Work out how many lines of the records hold the string "main", and reply with that number alone.
[Start of section]
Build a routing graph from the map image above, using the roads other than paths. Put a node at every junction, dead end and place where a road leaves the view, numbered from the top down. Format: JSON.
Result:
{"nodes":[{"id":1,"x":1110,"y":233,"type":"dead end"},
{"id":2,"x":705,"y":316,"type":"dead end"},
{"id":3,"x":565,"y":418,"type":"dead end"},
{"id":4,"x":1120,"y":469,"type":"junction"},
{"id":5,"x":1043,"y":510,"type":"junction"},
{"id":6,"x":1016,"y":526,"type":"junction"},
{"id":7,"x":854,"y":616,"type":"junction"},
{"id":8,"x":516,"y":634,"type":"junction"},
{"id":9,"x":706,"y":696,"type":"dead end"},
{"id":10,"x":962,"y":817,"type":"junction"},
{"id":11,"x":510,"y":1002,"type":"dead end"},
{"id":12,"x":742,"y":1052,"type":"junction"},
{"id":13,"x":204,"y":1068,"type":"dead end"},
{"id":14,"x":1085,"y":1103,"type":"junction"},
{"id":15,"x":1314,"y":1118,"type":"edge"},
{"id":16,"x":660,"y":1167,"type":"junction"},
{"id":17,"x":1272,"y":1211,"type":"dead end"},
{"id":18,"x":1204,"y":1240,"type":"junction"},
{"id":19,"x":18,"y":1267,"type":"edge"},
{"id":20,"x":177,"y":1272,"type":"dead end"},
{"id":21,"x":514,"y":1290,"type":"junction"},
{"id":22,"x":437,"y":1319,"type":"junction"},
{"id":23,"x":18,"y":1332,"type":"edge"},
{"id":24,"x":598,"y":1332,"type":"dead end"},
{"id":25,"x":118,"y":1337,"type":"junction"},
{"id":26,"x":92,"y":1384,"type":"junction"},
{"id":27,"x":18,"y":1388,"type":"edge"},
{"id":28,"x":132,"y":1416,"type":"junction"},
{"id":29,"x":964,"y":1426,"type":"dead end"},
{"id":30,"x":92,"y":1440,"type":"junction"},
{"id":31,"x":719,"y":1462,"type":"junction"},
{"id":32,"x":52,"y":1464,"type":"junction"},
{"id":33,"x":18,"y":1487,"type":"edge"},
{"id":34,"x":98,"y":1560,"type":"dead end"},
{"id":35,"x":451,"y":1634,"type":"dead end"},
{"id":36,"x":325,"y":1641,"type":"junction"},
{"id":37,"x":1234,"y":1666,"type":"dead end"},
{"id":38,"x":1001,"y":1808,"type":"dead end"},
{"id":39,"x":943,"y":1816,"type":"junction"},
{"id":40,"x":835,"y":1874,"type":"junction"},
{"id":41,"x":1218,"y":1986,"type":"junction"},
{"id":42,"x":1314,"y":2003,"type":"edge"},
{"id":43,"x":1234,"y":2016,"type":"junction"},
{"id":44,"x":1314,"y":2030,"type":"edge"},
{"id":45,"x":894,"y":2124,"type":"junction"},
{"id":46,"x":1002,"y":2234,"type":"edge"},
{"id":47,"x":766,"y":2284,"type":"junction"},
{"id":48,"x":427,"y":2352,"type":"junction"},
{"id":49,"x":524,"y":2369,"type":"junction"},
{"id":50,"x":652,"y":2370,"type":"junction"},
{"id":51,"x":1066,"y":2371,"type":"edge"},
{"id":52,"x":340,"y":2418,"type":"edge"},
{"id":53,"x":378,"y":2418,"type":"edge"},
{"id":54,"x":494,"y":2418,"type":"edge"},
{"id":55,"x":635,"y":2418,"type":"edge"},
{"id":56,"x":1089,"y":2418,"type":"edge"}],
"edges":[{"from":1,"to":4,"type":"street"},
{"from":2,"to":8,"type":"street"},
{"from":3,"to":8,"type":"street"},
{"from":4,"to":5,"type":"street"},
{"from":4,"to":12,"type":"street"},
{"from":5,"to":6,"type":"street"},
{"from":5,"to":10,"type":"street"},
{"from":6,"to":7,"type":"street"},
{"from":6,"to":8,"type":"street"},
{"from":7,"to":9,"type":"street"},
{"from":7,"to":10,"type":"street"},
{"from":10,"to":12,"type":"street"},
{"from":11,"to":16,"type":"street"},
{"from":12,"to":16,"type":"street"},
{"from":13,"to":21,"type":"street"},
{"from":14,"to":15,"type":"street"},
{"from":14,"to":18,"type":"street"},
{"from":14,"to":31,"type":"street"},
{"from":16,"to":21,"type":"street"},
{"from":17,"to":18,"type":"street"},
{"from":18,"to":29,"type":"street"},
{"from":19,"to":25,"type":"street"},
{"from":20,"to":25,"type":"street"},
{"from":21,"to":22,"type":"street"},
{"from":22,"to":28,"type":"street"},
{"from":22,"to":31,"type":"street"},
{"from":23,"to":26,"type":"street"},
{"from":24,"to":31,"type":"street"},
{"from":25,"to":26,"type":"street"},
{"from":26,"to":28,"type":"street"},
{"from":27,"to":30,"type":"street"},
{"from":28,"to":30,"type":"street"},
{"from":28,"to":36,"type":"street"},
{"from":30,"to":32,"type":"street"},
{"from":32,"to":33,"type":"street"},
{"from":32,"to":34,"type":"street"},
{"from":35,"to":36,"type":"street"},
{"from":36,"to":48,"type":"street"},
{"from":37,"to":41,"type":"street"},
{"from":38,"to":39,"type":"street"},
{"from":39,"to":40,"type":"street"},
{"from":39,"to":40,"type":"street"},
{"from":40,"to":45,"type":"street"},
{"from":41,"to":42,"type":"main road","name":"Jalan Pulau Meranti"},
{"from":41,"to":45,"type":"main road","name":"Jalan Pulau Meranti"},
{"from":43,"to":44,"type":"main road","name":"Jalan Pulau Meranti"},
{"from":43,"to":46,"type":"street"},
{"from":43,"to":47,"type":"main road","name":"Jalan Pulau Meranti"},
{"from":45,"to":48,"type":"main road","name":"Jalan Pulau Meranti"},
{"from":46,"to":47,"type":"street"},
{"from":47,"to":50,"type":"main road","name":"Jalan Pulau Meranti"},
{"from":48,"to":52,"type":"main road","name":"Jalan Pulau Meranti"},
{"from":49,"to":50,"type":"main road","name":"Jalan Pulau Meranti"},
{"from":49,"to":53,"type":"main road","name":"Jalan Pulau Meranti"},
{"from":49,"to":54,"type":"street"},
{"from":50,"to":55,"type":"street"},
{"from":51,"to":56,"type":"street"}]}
[End of section]
Answer:
9